What a strange warfare! Paul's maxim would not do for the Duke of Wellington, "When I am weak, then am I strong." That would not do to go to Waterloo with. We are never so weak as when in ourselves we are strong; we are never so strong as when in ourselves we are weak. Let me think myself secure, I fall; let me fear to fall, I am safe. O the mysteries of the Christian life! O the paradox of the heavenly warfare! And therefore, with the deepest wisdom, the apostle has said, "Take unto you the whole armour of God." Do not leave a single piece out; your life is at stake; forget not one buckle; leave loose not a single clasp; "that ye may withstand in the evil day." There is an evil day coming; a day of temptation, an hour of trial; an evil day when the clouds gather blackness, the welkin is overspread with gloom, and the enemy comes forth in all his strength. In that "evil day," the hour of temptation, who can stand? None but he who has on "the whole armour of God."

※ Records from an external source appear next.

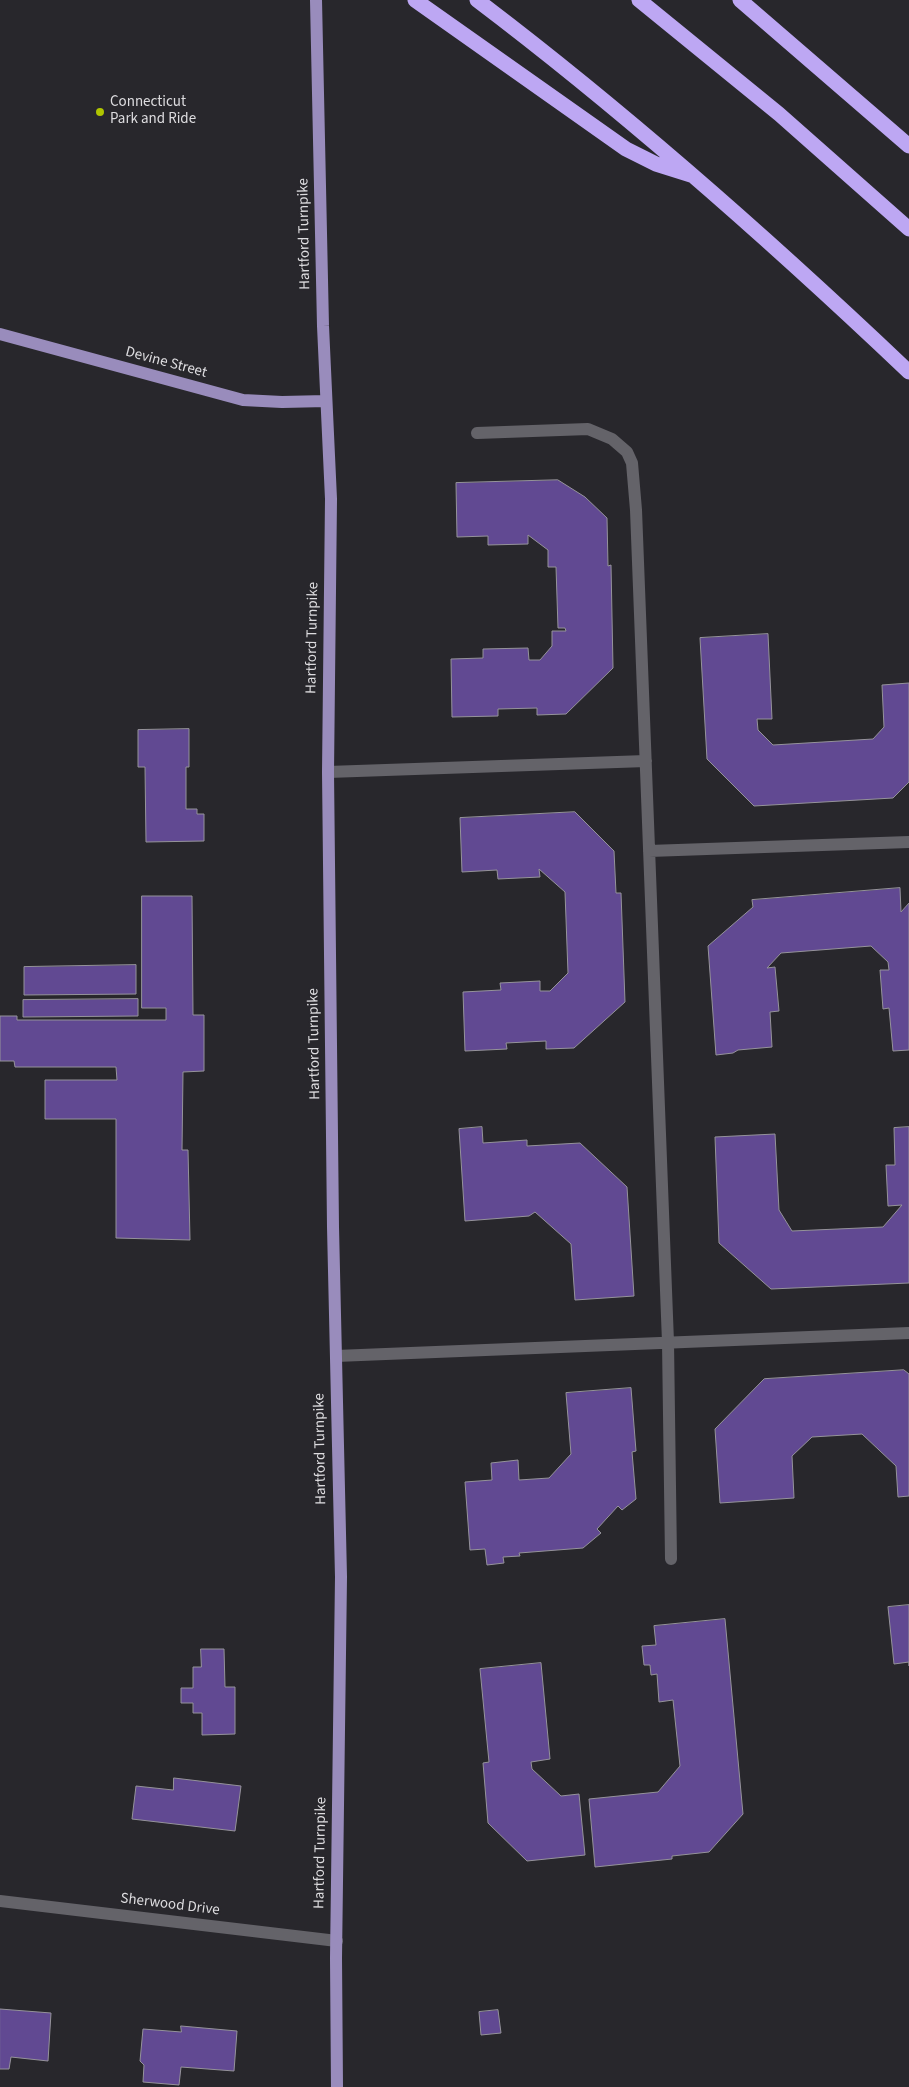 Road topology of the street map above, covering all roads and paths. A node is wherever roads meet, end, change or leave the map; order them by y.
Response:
1 (316, 0) edge
2 (415, 0) edge
3 (477, 0) edge
4 (639, 0) edge
5 (740, 0) edge
6 (909, 146) edge
7 (696, 177) junction
8 (909, 229) edge
9 (0, 334) edge
10 (909, 372) edge
11 (326, 401) junction
12 (477, 433) dead end
13 (646, 761) junction
14 (328, 772) junction
15 (909, 842) edge
16 (650, 851) junction
17 (909, 1333) edge
18 (668, 1342) junction
19 (336, 1356) junction
20 (671, 1559) dead end
21 (0, 1901) edge
22 (337, 1941) junction
23 (337, 2087) edge

1 - 11 main road, Hartford Turnpike
2 - 7 highway
3 - 7 highway
4 - 8 highway
5 - 6 highway
7 - 10 highway
9 - 11 main road, Devine Street
11 - 14 main road, Hartford Turnpike
12 - 13 street
13 - 14 street
13 - 16 street
14 - 19 main road, Hartford Turnpike
15 - 16 street
16 - 18 street
17 - 18 street
18 - 19 street
18 - 20 street
19 - 22 main road, Hartford Turnpike
21 - 22 street, Sherwood Drive
22 - 23 main road, Hartford Turnpike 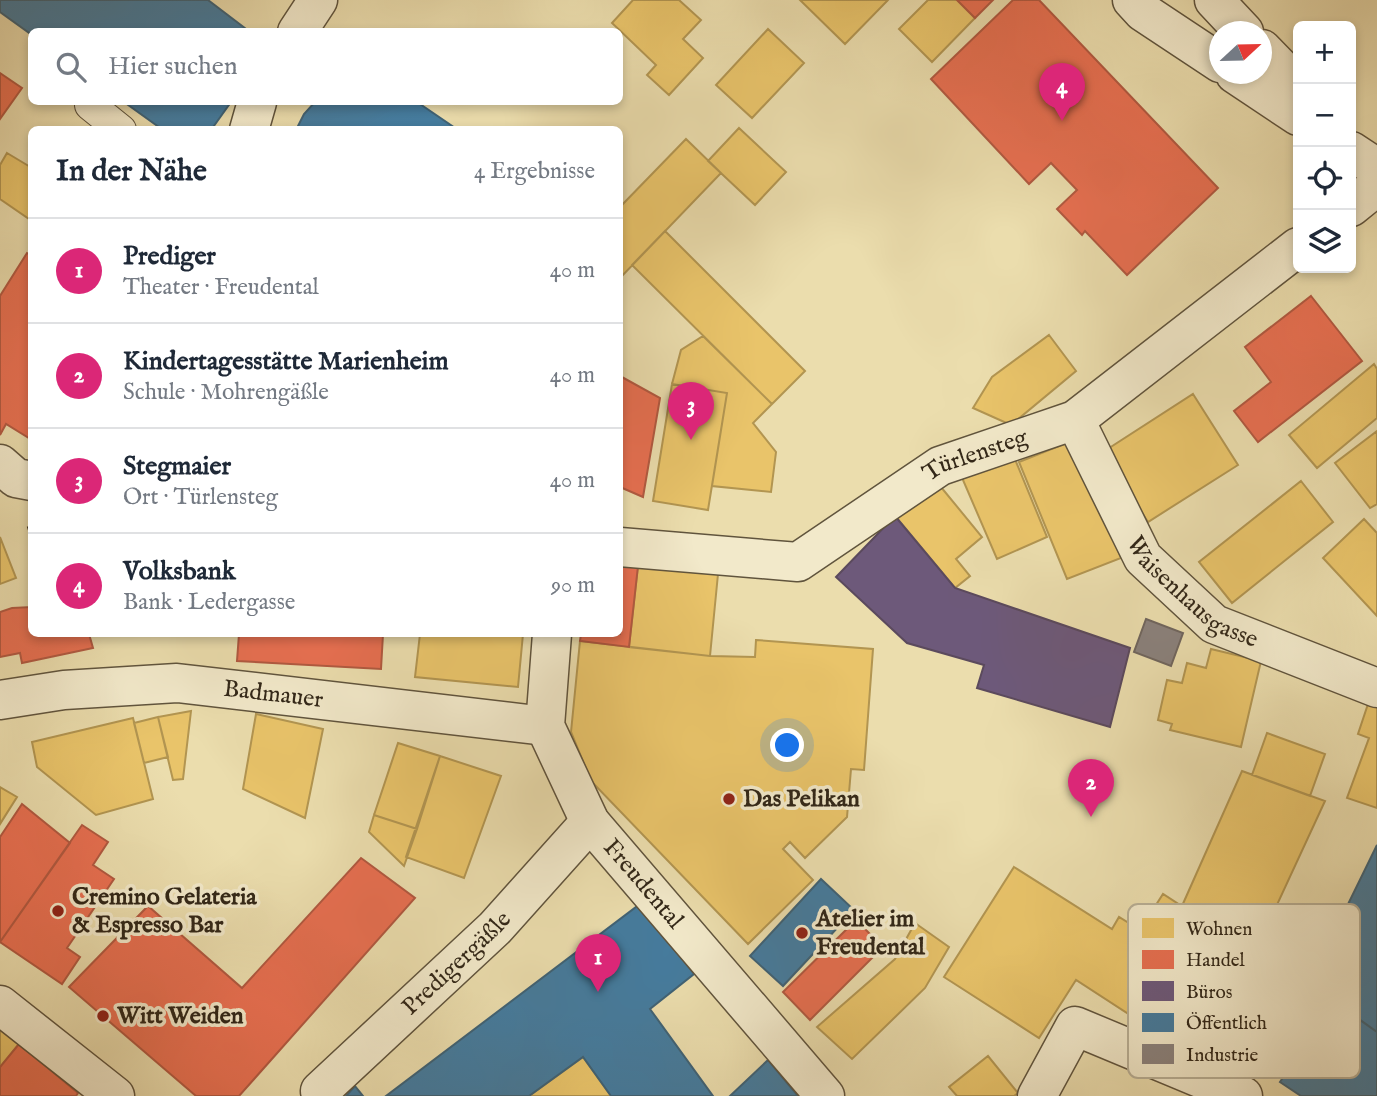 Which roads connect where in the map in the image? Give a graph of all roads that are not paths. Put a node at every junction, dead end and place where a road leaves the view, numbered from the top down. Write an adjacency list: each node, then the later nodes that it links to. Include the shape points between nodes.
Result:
1 (1132, 0): 4 (street)
2 (1214, 0): 3 (street)
3 (1234, 21)
4 (1209, 56)
5 (1272, 59): 7 (street)
6 (1250, 84): 10 (street)
7 (1296, 84)
8 (89, 105): 11 (lane)
9 (256, 105): 12 (street)
10 (1293, 113)
11 (116, 126)
12 (250, 126)
13 (1356, 143): 15 (street)
14 (1356, 154): 15 (street)
15 (1377, 166)
16 (1377, 186): 17 (street)
17 (1356, 203)
18 (1293, 251): 19 (street, Türlensteg)
19 (1075, 420): 20 (street, Türlensteg, via 940,466 798,562); 22 (street, Waisenhausgasse, via 1143,558 1214,624)
20 (623, 547)
21 (552, 637): 24 (street, Freudental)
22 (1377, 688)
23 (0, 700): 24 (street, Badmauer, via 64,690 177,683)
24 (545, 726): 25 (street, Freudental)
25 (590, 822): 29 (street, Predigergäßle, via 495,928); 31 (street, Freudental)
26 (0, 1005): 30 (street)
27 (1128, 1048): 32 (street, via 1074,1026)
28 (1200, 1078): 33 (street)
29 (317, 1094)
30 (115, 1096)
31 (825, 1096)
32 (1037, 1096)
33 (1243, 1096) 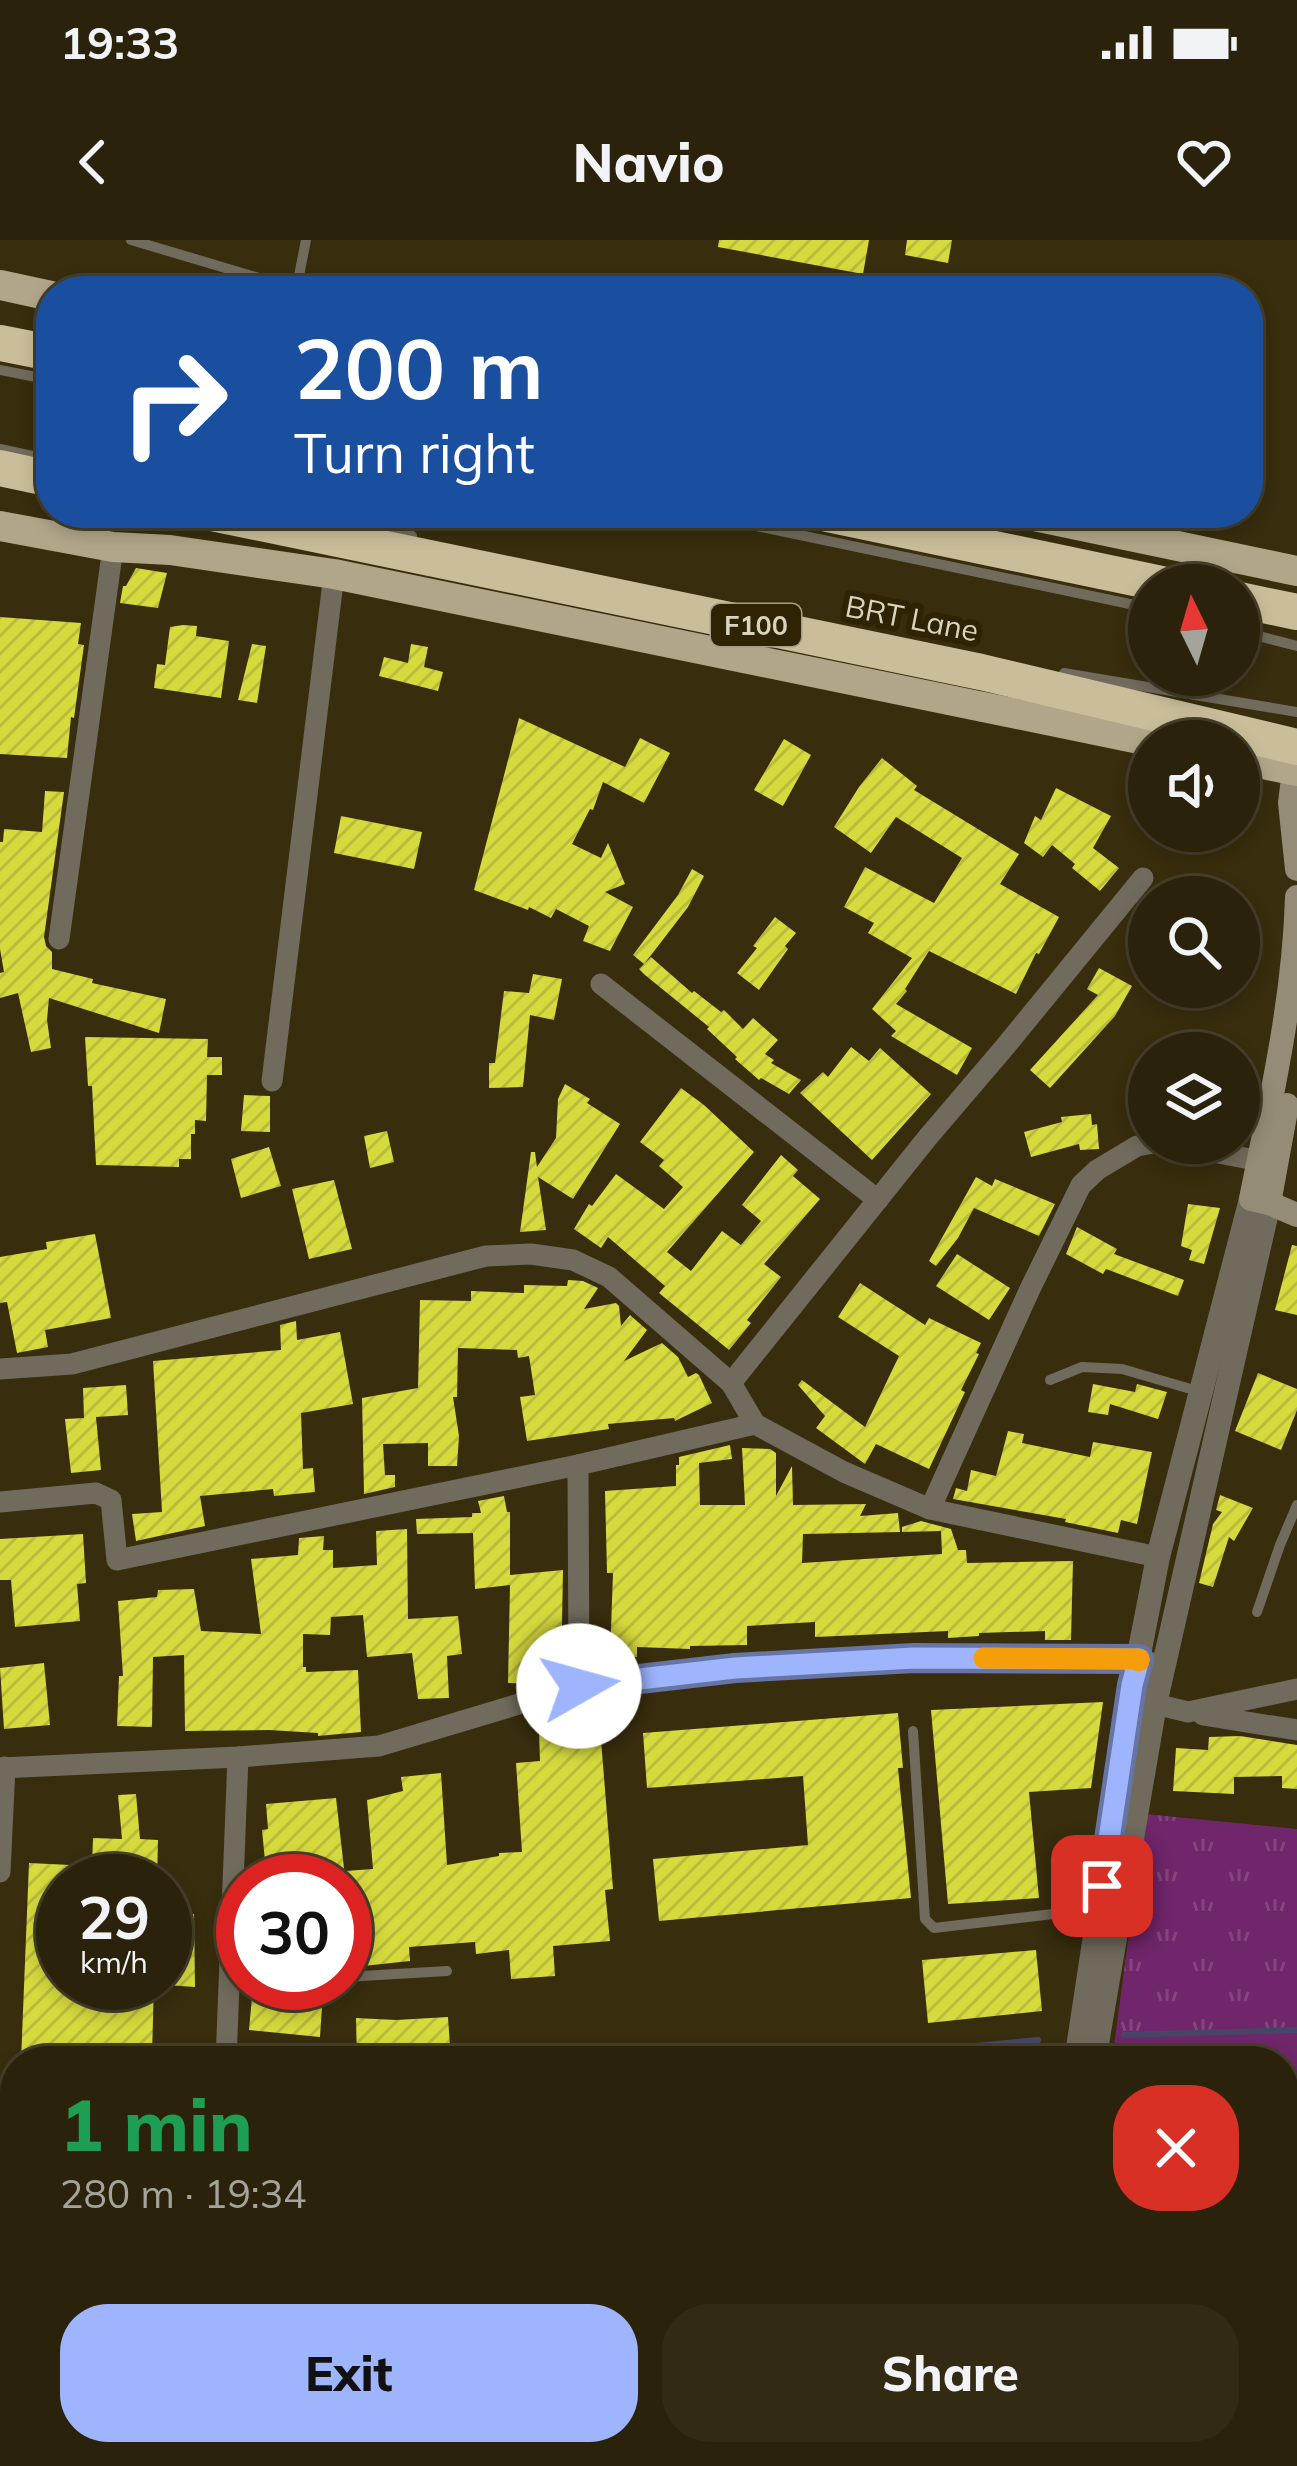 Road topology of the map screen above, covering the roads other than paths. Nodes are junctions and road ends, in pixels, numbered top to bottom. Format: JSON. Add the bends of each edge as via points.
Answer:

Well; the evil day passes over; the sky clears, the clouds break, the sun comes forth, and its bright beams glance upon the warrior's armour. It is unharmed; it has effectually shielded him; the fiery darts have dropped quenched at his feet. Is he safe now? When one Waterloo is gained, is peace to be proclaimed, and maintained for five-and-thirty years? Not so in the heavenly warfare. "Having done all," or, as it is in the margin, "overcome all," and gained the victory, then comes the difficulty "to stand." Why, it is as though there were greater danger after the victory than before it: that when the battle has been fought, and the enemy fled, then the devil was stronger than ever; because then we are for laying aside the heavenly armour. We perhaps say, We have fought and conquered: let us enjoy victory; get our furlough: hang up the armour: take a quiet nap to refresh ourselves.' But Satan sleeps not; he never rests, nor tires; and therefore, when the Christian warrior has laid the armour aside, and said, Now let me sleep, I have gained the victory!' that is the moment for his unsuspected adversary to take him at unawares, and aim at him a deadly thrust. Therefore, the apostle says, "Having done all, or overcome all, to stand."
O, we must never lay aside the heavenly armour! And this is a mercy, that if we have one piece, we have all. God does not send us to the battle half armed. He who has provided one, has provided all. Let this too be remembered, and laid to heart, by way of encouragement that the Lord, in choosing recruits, does not, like our army sergeants, choose the strong, active, stout, lusty, vigorous, and healthy. He admits strange characters into his regiment; those whom no army doctor would pass; the halt, and the lame, the blind, the crippled, and asthmatic, the wheezing, and the paralysed; the consumptive in lung, the diseased in heart, and the withered in limb; he enlists them in his heavenly regiment, makes them all whole by a touch of his finger, clothes them with his heavenly armour, sends them forth to battle, and fights for them as "the God of armies." Thus, weak in themselves, they are strong in Christ, and in the power of his might. And every such soldier will eventually win the day, gain the prize, and come off more than conqueror through him who loved and gave himself for him.